Joan, You are not alone with frequent pvc's. When I get alot of pvc's, they are the beat beat pause beat beat pause that you described. I get them like this for hours at a time, and in fact had them for several hours yesterday, with a house full of company! I was really hoping to get through Christmas day without a bout of pvc's and I was really disappointed and alittle upset. I was at my doctor's just several days ago because of the frequency and for the first time in 10 years he actually got to feel them in my pulse and to hear them in his stethascope. He understood how uncomfortable I was feeling but he still said there is nothing to worry about. My worry isn't about dying, it is about living the rest of my life with these things. I have had them for ten years but since June they are VERY frequent with only several good days every so often. I take a beta-blocker which doesn't seem to be helping anymore. My doctor increased the dose but I haven't started the new dose yet. I hope knowing that you are not alone will ease some of your fears. Martie

Hi Mommydee!!
You helped ease my fears a little bit. Do you take any kind of med for those frequent extra beats or a beta blocker. Do yours sometimes come as close together as every other beat?
Thanks so much for responding! Hope you had a nice holiday!
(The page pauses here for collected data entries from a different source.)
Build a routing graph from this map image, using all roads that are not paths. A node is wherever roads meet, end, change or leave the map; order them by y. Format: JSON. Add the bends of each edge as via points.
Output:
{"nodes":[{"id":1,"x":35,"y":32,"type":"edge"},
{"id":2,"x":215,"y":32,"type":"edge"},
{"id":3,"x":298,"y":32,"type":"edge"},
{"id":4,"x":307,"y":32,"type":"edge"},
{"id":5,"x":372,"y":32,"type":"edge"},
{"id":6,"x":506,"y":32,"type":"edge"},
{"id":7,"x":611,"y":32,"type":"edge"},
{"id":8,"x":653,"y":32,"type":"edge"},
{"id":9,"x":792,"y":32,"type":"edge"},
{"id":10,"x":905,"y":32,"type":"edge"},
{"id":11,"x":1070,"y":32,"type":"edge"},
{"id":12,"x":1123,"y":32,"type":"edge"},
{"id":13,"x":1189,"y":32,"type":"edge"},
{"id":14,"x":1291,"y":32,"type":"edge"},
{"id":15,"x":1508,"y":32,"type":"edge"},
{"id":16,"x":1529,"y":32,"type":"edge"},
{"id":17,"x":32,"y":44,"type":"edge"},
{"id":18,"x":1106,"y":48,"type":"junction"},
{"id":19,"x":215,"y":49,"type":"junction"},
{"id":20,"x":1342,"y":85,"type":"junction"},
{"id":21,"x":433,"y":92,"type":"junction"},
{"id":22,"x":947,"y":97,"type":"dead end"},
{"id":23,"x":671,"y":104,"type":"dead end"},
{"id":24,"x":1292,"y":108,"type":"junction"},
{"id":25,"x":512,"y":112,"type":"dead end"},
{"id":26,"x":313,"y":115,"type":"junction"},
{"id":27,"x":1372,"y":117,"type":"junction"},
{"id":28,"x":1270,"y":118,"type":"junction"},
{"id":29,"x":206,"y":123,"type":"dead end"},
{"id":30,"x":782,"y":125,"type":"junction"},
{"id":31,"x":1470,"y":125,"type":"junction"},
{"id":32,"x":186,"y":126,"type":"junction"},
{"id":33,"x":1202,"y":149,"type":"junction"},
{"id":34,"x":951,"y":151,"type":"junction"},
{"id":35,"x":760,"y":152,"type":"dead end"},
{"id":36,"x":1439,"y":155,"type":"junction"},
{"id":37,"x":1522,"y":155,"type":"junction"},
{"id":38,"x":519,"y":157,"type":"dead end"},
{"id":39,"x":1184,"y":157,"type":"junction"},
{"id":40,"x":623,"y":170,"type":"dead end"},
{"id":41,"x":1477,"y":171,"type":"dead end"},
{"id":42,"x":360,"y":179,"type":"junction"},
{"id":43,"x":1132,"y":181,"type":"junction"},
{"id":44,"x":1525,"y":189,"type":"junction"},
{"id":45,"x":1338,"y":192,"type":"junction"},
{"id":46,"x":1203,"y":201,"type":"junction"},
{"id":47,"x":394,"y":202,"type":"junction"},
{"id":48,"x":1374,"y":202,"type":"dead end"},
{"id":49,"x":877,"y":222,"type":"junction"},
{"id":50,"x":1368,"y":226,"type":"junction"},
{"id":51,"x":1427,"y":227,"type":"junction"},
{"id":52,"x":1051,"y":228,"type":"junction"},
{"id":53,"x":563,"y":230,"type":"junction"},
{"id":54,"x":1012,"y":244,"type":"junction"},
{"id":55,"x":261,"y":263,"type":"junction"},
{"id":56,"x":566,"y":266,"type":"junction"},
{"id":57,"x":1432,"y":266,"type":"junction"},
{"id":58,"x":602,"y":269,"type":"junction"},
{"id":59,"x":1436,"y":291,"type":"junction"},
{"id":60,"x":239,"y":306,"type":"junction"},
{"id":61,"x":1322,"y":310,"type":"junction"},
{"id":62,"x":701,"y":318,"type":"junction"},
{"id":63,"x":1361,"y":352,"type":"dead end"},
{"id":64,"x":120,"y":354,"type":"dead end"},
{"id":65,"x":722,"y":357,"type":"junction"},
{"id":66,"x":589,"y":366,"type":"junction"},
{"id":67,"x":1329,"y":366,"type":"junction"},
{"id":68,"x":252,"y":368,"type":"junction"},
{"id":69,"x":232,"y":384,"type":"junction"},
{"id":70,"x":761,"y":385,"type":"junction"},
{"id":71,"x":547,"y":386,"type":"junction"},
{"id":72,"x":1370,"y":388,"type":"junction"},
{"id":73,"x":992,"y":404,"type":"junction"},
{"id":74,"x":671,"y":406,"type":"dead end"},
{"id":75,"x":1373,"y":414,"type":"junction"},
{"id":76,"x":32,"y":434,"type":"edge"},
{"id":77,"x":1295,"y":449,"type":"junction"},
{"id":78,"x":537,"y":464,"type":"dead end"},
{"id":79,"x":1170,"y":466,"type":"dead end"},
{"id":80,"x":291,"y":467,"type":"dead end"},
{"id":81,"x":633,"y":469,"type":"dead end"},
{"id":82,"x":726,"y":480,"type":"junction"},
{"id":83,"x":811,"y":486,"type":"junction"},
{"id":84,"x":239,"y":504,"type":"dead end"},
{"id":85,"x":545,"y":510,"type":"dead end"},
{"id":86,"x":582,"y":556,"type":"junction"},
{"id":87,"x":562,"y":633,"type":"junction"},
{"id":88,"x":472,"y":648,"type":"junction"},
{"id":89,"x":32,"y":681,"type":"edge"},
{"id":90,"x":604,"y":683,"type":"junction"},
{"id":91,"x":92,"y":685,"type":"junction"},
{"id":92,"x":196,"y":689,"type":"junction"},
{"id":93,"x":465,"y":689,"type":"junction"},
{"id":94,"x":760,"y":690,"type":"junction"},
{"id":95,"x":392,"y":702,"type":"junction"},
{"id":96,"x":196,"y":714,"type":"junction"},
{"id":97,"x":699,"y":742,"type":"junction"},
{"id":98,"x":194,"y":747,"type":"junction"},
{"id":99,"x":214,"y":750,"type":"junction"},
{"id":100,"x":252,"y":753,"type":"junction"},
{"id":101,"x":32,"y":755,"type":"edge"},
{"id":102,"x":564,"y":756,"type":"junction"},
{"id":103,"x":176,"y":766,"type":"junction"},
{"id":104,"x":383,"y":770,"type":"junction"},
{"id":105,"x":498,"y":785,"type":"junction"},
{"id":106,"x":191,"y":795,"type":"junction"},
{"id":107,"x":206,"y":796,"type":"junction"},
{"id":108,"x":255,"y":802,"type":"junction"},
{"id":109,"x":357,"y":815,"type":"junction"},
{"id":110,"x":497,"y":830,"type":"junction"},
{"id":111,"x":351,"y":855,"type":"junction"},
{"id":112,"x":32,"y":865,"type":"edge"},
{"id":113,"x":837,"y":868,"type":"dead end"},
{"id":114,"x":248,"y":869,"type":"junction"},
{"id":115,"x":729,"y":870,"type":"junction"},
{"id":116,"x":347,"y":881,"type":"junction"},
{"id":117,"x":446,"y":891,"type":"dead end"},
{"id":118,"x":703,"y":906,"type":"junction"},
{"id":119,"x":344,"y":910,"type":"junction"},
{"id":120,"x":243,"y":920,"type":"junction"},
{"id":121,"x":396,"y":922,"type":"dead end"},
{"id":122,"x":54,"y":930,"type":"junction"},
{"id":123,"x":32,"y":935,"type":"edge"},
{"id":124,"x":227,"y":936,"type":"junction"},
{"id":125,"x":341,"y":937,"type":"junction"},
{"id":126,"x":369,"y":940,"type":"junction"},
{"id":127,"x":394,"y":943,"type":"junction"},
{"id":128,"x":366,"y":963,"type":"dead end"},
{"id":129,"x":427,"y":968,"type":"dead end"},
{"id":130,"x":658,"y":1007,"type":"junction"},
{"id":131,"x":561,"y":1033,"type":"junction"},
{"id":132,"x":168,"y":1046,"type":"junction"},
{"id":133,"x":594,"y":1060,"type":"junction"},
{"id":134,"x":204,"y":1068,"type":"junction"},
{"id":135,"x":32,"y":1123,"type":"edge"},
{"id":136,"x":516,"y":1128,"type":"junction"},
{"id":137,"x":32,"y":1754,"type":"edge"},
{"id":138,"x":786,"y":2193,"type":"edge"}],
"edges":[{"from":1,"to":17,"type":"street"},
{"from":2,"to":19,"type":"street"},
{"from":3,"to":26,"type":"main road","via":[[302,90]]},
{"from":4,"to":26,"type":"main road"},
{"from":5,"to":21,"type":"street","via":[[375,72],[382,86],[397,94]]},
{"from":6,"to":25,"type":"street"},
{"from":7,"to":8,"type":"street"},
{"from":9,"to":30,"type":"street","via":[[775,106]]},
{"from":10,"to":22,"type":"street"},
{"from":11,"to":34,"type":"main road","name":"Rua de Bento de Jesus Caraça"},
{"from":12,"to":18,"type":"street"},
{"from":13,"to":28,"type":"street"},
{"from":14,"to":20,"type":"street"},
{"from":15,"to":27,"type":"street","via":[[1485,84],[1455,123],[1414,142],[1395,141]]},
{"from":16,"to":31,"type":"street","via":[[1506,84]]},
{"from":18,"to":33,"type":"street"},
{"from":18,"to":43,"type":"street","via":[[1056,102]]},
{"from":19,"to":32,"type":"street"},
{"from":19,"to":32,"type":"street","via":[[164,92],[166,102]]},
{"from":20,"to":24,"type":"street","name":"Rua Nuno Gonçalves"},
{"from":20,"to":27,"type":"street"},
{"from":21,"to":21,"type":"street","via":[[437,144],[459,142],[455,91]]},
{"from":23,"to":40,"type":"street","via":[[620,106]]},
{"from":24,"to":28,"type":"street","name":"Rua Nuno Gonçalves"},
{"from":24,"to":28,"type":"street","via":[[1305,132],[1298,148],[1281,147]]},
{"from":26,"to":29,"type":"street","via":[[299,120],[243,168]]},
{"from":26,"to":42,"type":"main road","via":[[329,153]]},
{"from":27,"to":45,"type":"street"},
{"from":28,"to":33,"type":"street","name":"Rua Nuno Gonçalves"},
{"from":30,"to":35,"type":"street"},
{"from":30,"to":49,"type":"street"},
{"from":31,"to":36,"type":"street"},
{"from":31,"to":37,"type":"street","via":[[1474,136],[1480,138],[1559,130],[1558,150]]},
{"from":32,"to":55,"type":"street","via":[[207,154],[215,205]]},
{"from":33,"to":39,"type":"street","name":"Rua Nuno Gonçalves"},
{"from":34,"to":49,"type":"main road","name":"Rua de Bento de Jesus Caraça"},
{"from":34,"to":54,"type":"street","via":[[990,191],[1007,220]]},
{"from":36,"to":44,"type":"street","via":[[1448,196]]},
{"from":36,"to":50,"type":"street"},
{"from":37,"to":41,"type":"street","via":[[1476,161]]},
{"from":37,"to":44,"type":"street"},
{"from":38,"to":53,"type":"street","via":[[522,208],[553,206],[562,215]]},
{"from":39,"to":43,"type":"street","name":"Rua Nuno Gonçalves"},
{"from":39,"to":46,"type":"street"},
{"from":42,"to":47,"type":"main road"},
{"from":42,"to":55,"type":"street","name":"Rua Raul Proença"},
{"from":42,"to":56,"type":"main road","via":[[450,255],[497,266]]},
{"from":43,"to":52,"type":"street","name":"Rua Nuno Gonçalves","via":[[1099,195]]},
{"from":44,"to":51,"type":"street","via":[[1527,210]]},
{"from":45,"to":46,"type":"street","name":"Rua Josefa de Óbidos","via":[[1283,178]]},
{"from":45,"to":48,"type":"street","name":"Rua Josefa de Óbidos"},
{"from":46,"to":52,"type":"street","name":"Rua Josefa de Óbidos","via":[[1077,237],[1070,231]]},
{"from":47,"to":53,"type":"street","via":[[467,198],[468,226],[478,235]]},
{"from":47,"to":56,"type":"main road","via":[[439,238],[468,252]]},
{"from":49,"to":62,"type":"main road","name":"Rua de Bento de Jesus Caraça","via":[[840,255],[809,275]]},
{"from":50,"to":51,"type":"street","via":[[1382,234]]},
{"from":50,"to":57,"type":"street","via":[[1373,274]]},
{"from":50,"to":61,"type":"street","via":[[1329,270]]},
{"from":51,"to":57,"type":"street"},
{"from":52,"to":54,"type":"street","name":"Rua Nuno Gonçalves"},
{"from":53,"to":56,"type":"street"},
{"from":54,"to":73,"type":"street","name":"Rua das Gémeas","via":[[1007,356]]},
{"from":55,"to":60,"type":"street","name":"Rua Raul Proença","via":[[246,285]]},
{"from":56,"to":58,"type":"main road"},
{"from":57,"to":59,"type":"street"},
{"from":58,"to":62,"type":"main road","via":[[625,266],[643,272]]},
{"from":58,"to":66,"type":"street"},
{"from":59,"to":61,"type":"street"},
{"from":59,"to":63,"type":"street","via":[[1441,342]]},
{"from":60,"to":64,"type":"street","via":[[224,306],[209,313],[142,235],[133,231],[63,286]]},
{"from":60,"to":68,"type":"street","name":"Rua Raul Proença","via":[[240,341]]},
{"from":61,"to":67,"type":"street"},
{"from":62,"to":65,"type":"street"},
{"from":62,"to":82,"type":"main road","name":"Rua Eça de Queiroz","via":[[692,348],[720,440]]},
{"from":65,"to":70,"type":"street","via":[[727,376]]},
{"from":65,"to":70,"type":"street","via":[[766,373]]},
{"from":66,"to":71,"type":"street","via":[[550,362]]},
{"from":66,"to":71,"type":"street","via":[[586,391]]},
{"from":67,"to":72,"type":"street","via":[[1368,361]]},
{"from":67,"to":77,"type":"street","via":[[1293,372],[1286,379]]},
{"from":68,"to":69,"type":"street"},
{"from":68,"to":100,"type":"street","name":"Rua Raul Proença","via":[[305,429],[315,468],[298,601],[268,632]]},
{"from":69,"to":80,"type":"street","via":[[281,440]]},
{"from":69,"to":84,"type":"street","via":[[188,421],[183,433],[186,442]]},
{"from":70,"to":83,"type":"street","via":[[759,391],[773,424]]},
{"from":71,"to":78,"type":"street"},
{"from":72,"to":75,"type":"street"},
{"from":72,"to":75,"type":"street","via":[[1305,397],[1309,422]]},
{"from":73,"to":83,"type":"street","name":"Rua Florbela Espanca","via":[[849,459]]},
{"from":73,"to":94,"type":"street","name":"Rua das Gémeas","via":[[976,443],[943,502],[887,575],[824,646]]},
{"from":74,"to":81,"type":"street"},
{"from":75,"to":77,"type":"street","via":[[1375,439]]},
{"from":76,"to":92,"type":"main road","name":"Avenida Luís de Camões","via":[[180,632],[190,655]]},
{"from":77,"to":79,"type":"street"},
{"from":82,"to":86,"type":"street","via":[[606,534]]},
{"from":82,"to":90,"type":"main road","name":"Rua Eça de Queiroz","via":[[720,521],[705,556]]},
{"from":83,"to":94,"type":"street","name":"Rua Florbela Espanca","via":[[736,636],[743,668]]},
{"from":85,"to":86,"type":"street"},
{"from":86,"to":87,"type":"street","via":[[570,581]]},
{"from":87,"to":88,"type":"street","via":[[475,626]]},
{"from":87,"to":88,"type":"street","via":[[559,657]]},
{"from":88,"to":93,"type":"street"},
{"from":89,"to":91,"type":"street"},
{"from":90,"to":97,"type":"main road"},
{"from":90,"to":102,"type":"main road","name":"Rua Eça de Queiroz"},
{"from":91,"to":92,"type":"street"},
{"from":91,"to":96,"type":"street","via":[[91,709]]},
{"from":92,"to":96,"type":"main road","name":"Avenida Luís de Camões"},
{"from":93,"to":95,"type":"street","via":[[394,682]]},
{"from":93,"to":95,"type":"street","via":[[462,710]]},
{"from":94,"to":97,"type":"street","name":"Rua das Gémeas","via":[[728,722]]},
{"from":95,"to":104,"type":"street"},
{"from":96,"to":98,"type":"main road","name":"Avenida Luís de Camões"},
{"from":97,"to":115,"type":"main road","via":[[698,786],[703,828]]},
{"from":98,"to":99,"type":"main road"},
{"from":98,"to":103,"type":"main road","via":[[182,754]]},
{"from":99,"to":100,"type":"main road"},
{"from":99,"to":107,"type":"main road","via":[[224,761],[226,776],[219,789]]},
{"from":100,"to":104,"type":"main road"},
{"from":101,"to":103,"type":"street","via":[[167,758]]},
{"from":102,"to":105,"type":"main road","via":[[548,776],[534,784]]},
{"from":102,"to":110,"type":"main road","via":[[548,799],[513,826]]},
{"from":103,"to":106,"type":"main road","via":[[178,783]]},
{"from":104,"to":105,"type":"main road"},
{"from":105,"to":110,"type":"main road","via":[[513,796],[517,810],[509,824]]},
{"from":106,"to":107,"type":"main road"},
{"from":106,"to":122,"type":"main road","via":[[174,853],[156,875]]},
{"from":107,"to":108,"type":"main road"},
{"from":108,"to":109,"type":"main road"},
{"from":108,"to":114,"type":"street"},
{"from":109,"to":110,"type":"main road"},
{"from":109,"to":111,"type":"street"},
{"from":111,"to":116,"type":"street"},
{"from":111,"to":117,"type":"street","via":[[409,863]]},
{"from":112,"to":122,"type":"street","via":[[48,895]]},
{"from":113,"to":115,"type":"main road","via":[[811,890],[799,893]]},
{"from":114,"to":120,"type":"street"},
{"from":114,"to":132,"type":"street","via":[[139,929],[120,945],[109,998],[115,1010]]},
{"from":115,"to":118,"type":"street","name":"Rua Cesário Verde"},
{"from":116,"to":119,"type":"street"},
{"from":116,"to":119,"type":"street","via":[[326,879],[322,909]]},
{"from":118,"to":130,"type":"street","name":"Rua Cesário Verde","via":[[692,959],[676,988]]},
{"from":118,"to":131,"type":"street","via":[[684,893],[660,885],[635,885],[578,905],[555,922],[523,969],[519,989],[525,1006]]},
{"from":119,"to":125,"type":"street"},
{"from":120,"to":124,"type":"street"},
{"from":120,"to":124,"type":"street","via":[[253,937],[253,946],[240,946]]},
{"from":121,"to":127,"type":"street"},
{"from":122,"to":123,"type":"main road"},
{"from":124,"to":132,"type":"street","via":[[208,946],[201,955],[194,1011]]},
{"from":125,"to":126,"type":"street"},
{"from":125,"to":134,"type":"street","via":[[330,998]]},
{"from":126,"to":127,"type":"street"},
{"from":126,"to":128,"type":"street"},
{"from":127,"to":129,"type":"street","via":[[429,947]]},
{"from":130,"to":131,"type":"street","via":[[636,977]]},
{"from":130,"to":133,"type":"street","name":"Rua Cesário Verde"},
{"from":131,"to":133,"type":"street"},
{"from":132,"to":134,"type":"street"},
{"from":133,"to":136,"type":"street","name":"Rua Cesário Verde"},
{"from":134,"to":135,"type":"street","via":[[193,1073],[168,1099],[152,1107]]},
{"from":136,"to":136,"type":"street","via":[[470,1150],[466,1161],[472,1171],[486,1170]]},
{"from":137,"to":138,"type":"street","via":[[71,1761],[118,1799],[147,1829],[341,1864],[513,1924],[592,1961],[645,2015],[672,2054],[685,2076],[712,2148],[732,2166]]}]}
Hi Joan, I know exactly how you feel.  When the PVCs come really close together it is a horrible feeling.  I have had PVCs since 1984 (back then the docs freaked about it and put me on medications and like to have scared me to death!) but as the years progressed the docs have learned more about PVCs and don't really worry about them any more.  Of course, when it is happening to you, it's hard not to worry.  I also have periods of time when the PVCs come very frequently, with multiple PVCs in a row, and lasting for hours at a time, accompanied by pain, shortness of breath, and extreme fatigue where it feels like it is impossible to go on.  Nonetheless, I have had the same tests you have had and all have come back basically within normal limits.  I have had these episodes of frequent multiple PVCs captured by EKG and Holter, and when I had the echo the technician said there were so many it was difficult to get the images, but nonetheless everything still came out normal....I also had an exercise stress test due to the continued chest pain with exercise that resolved with rest, but that too was within normal limits.  So I try to ignore it as much as possible.  I have increased my exercise, eat better, have eliminated caffeine, and stayed away from over the counter drugs...and am aware that when my asthma acts up some of the medications are going to make the PVCs worse, but my asthma doc has been good about experimenting with asthma meds to find a combination that will be less likely to aggravate the tachycardia and PVCs...he is just happy it is not a dangerous heart condition...he was the one that was most worried when it became so persistent.  Now I have good days and bad days....but certainly the pVCs don't bother me near as much as they used to...and while I used to notice them all the time....over the years I have learned to ignore it more and now most of the time I don't even notice it anymore unless it becomes very bad.  I hope yours ends up being benign also.
mommydee

We see this all the time, a person has arrhythmias but during the time they are wearing the Holter monitor they don't have them.  The answer to this is a device called an "event monitor".  These devices can be worn for a month at a time.  Once the rhythm is "caught" it can be determined if it is dangerous or benign.  Talk to  your doctor about obtaining one of these tests.